■ **Required work**
Find the word "roads" below. Copy each line that has it.

··· Records to use

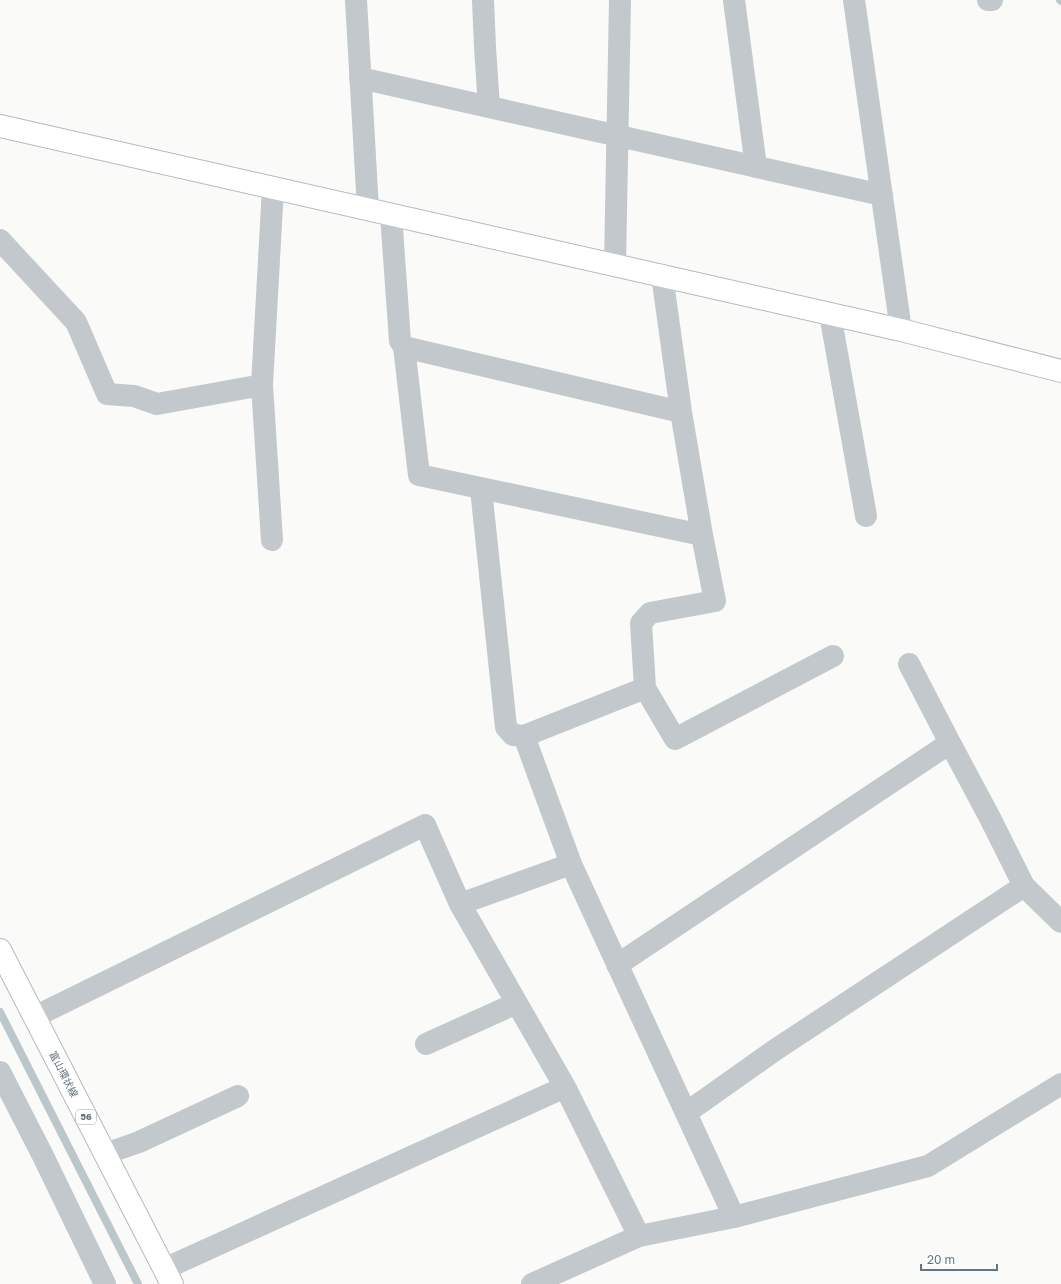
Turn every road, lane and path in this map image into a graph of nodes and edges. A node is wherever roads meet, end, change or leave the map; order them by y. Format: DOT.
graph roads {
  1 [pos="356,0"];
  2 [pos="483,0"];
  3 [pos="620,0"];
  4 [pos="734,0"];
  5 [pos="854,0"];
  6 [pos="988,0"];
  7 [pos="992,0"];
  8 [pos="360,78"];
  9 [pos="490,107"];
  10 [pos="0,126"];
  11 [pos="618,136"];
  12 [pos="756,167"];
  13 [pos="273,188"];
  14 [pos="882,195"];
  15 [pos="368,209"];
  16 [pos="391,215"];
  17 [pos="0,240"];
  18 [pos="615,265"];
  19 [pos="662,275"];
  20 [pos="830,314"];
  21 [pos="901,330"];
  22 [pos="404,347"];
  23 [pos="1061,371"];
  24 [pos="262,385"];
  25 [pos="681,412"];
  26 [pos="481,489"];
  27 [pos="866,516"];
  28 [pos="702,535"];
  29 [pos="272,540"];
  30 [pos="833,656"];
  31 [pos="909,664"];
  32 [pos="645,688"];
  33 [pos="524,736"];
  34 [pos="950,743"];
  35 [pos="571,864"];
  36 [pos="1024,886"];
  37 [pos="460,904"];
  38 [pos="1061,922"];
  39 [pos="0,950"];
  40 [pos="617,965"];
  41 [pos="517,1003"];
  42 [pos="34,1017"];
  43 [pos="426,1044"];
  44 [pos="0,1072"];
  45 [pos="1061,1084"];
  46 [pos="565,1087"];
  47 [pos="238,1096"];
  48 [pos="686,1113"];
  49 [pos="105,1154"];
  50 [pos="734,1217"];
  51 [pos="639,1236"];
  52 [pos="168,1276"];
  53 [pos="105,1284"];
  54 [pos="532,1284"];
  1 -- 8 [label="street"];
  2 -- 9 [label="street"];
  3 -- 11 [label="street"];
  4 -- 12 [label="street"];
  5 -- 14 [label="street"];
  6 -- 7 [label="street"];
  8 -- 9 [label="street"];
  8 -- 15 [label="street"];
  9 -- 11 [label="street"];
  10 -- 13 [label="street"];
  11 -- 12 [label="street"];
  11 -- 18 [label="street"];
  12 -- 14 [label="street"];
  13 -- 15 [label="street"];
  13 -- 24 [label="street"];
  14 -- 21 [label="street"];
  15 -- 16 [label="street"];
  16 -- 18 [label="street"];
  16 -- 22 [label="street"];
  17 -- 24 [label="street"];
  18 -- 19 [label="street"];
  19 -- 20 [label="street"];
  19 -- 25 [label="street"];
  20 -- 21 [label="street"];
  20 -- 27 [label="street"];
  21 -- 23 [label="street"];
  22 -- 25 [label="street"];
  22 -- 26 [label="street"];
  24 -- 29 [label="street"];
  25 -- 28 [label="street"];
  26 -- 28 [label="street"];
  26 -- 33 [label="street"];
  28 -- 32 [label="street"];
  30 -- 32 [label="street"];
  31 -- 34 [label="street"];
  32 -- 33 [label="street"];
  33 -- 35 [label="street"];
  34 -- 36 [label="street"];
  34 -- 40 [label="street"];
  35 -- 37 [label="street"];
  35 -- 40 [label="street"];
  36 -- 38 [label="street"];
  36 -- 48 [label="street"];
  37 -- 41 [label="street"];
  37 -- 42 [label="street"];
  39 -- 42 [label="street, 富山環状線 / 56"];
  40 -- 48 [label="street"];
  41 -- 43 [label="street"];
  41 -- 46 [label="street"];
  42 -- 49 [label="street, 富山環状線 / 56"];
  44 -- 53 [label="street"];
  45 -- 50 [label="street"];
  46 -- 51 [label="street"];
  46 -- 52 [label="street"];
  47 -- 49 [label="street"];
  48 -- 50 [label="street"];
  49 -- 52 [label="street, 富山環状線 / 56"];
  50 -- 51 [label="street"];
  51 -- 54 [label="street"];
}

······

■ **Task output**
Turn every road, lane and path in this map image into a graph of nodes and edges. A node is wherever roads meet, end, change or leave the map; order them by y. Format: DOT.
graph roads {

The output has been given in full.